But actually, given we are in the early stages of the digital and information revolution, I think this is the moment to start talking about how power is changing, and how we might have the ability to influence it. And that society is actually a group of people with agency and with desire to shape the world in their own interests, and that we have the chance by looking at how people have done this in the past, to do this in the digital age as well. That really became the motivation for the book.
SILVI VANN-WALL
Why do you think we have this idea that digital technology is just a growing thing that’s just sort of like evolving and existing on its own without stopping?
LIZZIE O’SHEA
Well, I think part of it is it’s an extremely profitable industry, so people who are leading these technology companies often think that what they’re doing is improving the world. When you look at some of the rhetoric that comes out of companies like Facebook and others, they talk about connecting people with this idea that that’s generally a good thing, that’s unable to be critiqued, that there’s no context for this. It’s new and unprecedented, and all of it’s good. Now, in the last couple of years, particularly since, I think, the US election in which Donald Trump was elected, I think people are starting to reflect on that, and it’s been commonly called the Techlash.
People are starting to realise how some of these ways in which we engage with technology are extremely divisive, and that that might also be a function of how the web has been monetised, and how technology is being used to make money rather than being used to do more public interest focused activities, like connecting people for public participation in decision making, for example, or improving access to knowledge and reducing boundaries to people being able to read texts and share information. But, in fact, the web as we know it currently is oriented towards profit, and so for those reasons, all it does is not universally good. In fact, there’s lots of ways in which we can critique it. This is, as we start to experience these negative consequences, this becomes the moment in which we can do that.
SILVI VANN-WALL
So perhaps now’s a good time to bring up the concept of surveillance capitalism. Could you explain that for the layman?
LIZZIE O’SHEA
Yeah, it’s a beautiful term, I think, because we often think about surveillance as coming from the state. I suppose that’s the other moment when we were talking about why this is a particularly important moment in the history of technology, is that we’re living in the wake of the revelations by Edward Snowden, which really exposed to the world just how large the reach was of the surveillance state. That’s often what people think about when they think of surveillance, that the state is doing this, it’s watching us to monitor us for antisocial behaviour, terrorism, other kinds of criminal offences.

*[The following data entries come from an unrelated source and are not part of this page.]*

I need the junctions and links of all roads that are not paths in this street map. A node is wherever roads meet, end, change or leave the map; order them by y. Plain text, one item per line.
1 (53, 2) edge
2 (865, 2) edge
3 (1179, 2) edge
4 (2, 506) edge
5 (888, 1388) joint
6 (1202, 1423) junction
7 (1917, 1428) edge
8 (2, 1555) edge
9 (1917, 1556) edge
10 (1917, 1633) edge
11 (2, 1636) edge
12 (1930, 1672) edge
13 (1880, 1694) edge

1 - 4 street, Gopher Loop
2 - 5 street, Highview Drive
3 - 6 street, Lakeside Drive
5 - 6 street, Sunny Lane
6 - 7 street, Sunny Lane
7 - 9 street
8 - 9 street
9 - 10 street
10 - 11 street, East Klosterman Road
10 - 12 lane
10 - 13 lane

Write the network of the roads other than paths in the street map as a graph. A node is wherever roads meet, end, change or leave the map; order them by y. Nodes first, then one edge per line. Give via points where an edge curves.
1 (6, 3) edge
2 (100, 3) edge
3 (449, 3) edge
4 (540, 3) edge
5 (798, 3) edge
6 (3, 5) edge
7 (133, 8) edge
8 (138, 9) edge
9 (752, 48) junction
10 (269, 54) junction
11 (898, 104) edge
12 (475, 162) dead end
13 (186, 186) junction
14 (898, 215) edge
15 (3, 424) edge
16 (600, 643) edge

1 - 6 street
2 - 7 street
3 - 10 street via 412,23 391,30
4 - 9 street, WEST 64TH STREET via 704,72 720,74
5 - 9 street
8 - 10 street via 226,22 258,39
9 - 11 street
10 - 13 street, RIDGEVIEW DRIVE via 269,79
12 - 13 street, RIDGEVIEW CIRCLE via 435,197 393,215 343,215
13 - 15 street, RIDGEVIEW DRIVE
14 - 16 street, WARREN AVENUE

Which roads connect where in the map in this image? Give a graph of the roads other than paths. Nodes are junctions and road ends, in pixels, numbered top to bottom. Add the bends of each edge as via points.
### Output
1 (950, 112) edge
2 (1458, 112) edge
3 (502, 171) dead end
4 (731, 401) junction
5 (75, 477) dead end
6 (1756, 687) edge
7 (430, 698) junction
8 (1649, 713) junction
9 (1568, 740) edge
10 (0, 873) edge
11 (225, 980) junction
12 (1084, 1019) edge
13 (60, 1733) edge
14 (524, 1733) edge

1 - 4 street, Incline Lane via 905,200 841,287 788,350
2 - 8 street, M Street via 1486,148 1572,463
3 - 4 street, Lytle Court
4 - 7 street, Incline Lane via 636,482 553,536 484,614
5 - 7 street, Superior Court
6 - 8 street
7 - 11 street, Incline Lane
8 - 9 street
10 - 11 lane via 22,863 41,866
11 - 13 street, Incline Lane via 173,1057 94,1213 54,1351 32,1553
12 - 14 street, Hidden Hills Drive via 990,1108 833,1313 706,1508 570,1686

But what the term surveillance capitalism, I think reveals, is just how much that’s also a private endeavour. It was coined by an academic from Harvard called Shoshana Zuboff, and she’s written a very large text about this actual concept that’s taken her many years to put together. What she’s saying is that companies surveyal you all the time when you’re online, and they do that for a variety of different reasons. They’re doing that to make money from selling your data, to also understand you as an individual, so what you might be able to be sold as a consumer.
Also, once they’ve mapped people who do participate in life online, it gives them the capacity to map out everybody’s behaviour. So consenting to, for example, terms of service, is no longer an individual activity, because once somebody has done that, it starts to become something that that datapoint can be used to map out people with similar features, and lookalike audiences. This is a very pervasive form of surveillance, and it’s done by private corporations for the purposes of selling things, which is not how it’s commonly thought of, I suppose, as we’re moving into this digital moment.
SILVI VANN-WALL
Your book, one of the core ideas is the idea of the usable past to understand the future, as we sort of mentioned before. So maybe I’ll bring up one of the examples, which is the establishment of the modern police force. How did that pave the way for this surveillance culture that we have?
LIZZIE O’SHEA
Well, I was thinking about this a lot. I do a bit of work in advocacy around digital rights. It’s so often the case that the surveillance state, or the agencies involved in state surveillance will be asking for more powers, often out of all proportioned the threat that they’re trying to police. So even though terrorism looms large in our national consciousness, it’s not actually a threat that most people face in any meaningful way on a daily basis. Yet we resource, and we have a political narrative that supports these agencies. I was trying to understand that as a concept, so I thought I would go back and look at what history can tell us about how policing has evolved over time.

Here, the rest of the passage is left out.